- **What the task asks**: Report each line of the entries that includes "Marlar" by copying it.
▼▼▼
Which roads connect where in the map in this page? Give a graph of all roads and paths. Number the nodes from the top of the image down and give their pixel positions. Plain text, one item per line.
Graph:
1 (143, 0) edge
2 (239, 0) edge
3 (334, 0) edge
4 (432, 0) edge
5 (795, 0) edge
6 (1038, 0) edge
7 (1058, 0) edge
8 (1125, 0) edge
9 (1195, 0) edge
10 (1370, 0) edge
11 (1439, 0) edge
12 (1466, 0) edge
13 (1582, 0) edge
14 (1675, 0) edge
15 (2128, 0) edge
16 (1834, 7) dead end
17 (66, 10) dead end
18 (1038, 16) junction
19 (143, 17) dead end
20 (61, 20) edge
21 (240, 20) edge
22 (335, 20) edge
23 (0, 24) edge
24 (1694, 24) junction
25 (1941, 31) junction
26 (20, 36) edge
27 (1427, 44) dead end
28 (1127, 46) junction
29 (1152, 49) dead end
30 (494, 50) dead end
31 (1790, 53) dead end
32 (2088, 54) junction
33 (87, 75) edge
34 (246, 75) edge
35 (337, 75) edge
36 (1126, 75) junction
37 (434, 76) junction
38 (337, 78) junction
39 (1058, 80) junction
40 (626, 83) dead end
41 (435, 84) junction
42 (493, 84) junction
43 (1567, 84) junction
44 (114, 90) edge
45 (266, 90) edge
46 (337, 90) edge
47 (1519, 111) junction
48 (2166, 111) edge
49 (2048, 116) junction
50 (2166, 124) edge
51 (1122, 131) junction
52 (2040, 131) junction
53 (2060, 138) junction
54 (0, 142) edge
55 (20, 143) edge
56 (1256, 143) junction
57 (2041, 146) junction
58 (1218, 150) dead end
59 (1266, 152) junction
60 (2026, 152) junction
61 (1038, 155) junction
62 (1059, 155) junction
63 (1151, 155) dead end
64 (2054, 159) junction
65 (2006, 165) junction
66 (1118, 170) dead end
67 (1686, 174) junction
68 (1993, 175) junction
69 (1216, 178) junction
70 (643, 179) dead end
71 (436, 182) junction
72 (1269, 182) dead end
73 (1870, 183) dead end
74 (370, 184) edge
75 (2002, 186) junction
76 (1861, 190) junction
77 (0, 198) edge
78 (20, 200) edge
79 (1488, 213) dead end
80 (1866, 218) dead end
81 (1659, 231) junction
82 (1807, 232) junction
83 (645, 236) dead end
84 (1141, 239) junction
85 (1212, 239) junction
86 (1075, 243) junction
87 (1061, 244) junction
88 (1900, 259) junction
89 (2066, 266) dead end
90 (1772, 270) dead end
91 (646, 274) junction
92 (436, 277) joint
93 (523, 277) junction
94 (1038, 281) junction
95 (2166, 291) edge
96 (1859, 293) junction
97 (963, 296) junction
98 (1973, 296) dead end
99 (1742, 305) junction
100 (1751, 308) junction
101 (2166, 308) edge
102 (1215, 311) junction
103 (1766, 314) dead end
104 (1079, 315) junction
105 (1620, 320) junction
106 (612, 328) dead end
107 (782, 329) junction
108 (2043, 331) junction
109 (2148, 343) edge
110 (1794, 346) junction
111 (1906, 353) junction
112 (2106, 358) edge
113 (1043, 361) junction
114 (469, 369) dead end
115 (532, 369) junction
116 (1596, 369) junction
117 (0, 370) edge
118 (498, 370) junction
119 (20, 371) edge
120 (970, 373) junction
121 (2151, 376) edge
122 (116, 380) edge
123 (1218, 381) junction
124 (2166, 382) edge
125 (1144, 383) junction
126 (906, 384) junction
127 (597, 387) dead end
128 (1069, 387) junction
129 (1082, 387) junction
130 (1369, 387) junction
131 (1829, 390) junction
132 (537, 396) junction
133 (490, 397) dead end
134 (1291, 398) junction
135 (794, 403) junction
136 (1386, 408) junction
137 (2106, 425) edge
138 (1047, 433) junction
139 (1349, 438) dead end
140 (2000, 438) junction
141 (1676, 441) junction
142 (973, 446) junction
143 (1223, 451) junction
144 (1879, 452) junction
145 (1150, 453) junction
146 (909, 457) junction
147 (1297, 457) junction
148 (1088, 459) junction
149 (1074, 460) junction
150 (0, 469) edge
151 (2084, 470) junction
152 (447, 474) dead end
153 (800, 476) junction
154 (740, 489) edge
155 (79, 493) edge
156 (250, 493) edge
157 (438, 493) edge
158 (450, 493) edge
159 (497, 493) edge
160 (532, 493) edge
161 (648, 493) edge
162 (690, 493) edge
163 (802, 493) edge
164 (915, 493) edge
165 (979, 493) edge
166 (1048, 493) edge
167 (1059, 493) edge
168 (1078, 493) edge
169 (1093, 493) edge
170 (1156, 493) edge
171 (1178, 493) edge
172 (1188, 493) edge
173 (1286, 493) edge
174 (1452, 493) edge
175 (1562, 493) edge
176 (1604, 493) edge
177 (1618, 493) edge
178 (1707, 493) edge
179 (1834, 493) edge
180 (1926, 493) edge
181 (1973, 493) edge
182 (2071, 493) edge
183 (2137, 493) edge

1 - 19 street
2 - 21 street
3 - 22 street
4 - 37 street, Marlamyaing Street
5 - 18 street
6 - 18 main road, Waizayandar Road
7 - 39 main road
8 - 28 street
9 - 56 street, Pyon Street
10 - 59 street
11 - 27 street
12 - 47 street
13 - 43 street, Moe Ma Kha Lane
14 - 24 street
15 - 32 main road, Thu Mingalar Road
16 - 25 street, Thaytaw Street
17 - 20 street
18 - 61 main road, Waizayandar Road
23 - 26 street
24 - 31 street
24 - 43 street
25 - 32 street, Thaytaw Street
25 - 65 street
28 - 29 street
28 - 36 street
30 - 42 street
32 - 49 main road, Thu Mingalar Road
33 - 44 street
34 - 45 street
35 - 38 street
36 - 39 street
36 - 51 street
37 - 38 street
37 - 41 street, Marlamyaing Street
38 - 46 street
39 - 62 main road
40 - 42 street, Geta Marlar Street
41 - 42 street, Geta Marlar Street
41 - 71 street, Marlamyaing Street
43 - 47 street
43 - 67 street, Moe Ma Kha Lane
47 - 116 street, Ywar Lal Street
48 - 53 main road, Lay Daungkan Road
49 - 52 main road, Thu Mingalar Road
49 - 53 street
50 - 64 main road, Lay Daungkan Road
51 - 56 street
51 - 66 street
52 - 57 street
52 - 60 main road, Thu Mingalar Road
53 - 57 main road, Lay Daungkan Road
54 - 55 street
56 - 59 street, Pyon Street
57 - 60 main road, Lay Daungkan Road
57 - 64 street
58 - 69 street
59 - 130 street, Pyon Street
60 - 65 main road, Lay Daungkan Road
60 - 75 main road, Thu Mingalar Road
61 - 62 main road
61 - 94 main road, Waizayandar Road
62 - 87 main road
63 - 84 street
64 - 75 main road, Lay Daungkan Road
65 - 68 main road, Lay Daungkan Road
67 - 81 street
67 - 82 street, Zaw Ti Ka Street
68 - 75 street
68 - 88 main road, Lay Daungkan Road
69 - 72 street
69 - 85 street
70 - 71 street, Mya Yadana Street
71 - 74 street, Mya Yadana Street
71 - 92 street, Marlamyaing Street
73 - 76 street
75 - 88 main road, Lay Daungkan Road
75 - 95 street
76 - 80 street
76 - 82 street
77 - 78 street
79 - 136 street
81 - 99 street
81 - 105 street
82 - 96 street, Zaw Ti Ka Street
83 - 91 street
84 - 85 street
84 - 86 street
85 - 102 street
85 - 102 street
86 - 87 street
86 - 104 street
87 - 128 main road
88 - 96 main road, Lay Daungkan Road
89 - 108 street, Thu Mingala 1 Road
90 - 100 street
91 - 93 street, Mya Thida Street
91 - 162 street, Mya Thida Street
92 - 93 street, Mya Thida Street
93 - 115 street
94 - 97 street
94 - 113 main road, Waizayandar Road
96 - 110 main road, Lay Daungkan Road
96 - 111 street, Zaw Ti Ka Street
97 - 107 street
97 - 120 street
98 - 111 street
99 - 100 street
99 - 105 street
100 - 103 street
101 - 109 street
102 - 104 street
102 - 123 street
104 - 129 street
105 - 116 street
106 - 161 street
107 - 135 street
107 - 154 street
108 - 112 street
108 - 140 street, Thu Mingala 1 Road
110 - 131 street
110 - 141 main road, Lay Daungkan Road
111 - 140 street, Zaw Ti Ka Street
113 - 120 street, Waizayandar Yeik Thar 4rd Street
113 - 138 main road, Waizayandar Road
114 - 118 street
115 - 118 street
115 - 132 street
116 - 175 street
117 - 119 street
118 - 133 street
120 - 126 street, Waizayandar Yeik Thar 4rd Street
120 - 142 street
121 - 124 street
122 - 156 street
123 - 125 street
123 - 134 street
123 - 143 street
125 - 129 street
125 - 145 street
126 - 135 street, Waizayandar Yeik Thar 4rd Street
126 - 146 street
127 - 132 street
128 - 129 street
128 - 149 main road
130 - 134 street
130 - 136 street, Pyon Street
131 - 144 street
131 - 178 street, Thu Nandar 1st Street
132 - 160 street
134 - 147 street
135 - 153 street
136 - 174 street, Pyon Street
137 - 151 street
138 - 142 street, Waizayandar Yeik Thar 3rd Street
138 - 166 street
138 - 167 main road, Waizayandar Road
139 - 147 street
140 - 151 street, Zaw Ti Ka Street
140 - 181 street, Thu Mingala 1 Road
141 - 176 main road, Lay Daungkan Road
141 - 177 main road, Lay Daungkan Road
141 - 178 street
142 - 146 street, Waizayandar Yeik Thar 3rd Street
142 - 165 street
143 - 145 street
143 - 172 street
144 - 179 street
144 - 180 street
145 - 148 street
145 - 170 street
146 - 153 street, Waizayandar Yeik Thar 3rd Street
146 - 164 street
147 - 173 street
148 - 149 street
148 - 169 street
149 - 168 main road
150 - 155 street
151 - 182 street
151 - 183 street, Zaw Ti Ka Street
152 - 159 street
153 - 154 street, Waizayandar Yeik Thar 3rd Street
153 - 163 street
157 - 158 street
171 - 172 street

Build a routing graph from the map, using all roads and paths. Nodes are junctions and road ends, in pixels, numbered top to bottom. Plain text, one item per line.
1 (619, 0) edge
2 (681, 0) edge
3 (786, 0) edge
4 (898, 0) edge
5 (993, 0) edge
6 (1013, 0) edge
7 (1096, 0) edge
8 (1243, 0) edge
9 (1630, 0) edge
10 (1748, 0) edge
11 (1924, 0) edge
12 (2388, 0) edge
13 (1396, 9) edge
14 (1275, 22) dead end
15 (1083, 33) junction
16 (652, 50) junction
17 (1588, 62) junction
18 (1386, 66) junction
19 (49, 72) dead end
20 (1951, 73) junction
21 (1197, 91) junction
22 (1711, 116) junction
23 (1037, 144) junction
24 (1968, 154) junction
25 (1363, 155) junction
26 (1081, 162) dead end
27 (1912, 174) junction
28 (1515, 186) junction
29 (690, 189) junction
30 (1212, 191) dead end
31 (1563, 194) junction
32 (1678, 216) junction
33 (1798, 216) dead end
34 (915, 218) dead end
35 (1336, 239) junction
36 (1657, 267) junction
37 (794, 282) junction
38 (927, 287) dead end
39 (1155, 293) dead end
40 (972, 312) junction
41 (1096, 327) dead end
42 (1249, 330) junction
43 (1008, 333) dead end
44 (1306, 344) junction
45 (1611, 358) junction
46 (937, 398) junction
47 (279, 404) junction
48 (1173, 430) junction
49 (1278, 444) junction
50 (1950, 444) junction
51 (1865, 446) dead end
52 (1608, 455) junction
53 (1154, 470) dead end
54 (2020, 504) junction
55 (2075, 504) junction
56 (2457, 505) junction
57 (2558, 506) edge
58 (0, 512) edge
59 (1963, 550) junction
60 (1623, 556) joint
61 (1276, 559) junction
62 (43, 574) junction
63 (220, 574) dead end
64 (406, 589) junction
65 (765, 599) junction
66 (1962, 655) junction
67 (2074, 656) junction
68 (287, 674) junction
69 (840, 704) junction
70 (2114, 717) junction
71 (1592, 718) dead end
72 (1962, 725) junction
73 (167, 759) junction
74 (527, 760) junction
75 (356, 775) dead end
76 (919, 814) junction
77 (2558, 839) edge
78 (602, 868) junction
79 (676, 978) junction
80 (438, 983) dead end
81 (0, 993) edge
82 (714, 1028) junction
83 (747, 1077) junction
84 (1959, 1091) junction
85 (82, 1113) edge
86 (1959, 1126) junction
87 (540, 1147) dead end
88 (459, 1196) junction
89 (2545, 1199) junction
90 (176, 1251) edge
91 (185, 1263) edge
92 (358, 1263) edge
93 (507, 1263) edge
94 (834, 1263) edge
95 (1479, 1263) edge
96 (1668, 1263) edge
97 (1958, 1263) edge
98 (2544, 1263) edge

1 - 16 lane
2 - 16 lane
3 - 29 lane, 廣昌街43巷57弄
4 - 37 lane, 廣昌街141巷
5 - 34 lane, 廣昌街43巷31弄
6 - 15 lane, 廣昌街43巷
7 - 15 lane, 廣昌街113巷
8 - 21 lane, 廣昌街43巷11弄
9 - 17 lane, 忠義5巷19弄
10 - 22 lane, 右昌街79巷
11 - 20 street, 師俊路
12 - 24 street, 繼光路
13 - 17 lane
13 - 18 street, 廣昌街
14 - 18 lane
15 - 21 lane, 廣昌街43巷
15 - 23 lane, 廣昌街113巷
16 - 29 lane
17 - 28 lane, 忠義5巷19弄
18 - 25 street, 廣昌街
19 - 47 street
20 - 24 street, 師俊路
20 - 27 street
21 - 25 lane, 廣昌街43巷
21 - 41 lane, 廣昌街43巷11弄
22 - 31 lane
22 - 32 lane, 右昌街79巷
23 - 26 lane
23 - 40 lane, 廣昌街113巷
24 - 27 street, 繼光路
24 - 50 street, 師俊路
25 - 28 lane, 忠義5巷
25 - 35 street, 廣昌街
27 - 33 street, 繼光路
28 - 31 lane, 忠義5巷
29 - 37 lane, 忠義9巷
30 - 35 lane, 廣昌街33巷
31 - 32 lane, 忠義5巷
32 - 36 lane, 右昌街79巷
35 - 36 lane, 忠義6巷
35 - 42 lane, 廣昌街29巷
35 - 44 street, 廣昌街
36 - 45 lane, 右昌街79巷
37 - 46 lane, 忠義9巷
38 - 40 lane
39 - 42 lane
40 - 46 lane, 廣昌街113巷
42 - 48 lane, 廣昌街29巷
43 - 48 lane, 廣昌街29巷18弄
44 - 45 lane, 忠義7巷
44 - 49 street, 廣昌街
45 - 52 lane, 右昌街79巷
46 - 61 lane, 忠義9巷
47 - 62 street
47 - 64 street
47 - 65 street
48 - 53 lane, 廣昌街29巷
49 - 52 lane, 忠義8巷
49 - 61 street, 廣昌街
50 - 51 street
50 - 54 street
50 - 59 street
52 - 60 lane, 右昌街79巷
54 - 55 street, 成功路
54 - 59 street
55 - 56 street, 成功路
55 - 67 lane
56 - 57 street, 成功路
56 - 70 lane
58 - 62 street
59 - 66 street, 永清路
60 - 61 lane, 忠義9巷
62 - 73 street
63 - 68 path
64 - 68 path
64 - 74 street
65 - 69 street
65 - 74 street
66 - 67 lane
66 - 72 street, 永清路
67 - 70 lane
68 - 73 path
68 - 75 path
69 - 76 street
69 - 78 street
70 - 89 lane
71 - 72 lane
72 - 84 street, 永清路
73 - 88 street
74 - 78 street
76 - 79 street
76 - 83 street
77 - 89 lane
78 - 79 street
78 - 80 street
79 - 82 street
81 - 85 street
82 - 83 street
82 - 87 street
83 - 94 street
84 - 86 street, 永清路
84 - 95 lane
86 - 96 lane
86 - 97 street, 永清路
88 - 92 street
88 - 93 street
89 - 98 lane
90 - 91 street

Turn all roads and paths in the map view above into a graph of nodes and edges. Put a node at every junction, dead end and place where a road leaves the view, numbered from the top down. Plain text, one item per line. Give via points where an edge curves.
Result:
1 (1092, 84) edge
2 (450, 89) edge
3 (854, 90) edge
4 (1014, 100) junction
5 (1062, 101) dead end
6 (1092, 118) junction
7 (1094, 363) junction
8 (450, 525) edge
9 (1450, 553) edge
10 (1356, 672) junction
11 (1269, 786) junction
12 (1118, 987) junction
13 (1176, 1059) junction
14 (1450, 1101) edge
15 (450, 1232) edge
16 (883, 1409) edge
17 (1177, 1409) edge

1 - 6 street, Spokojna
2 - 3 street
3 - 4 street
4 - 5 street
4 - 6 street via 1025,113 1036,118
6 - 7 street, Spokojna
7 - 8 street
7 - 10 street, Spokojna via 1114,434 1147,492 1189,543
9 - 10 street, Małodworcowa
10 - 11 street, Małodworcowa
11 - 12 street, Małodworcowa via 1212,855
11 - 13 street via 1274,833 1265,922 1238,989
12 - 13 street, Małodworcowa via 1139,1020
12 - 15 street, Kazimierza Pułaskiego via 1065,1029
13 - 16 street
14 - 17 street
▲▲▲
- **Solution to the problem**:
40 - 42 street, Geta Marlar Street
41 - 42 street, Geta Marlar Street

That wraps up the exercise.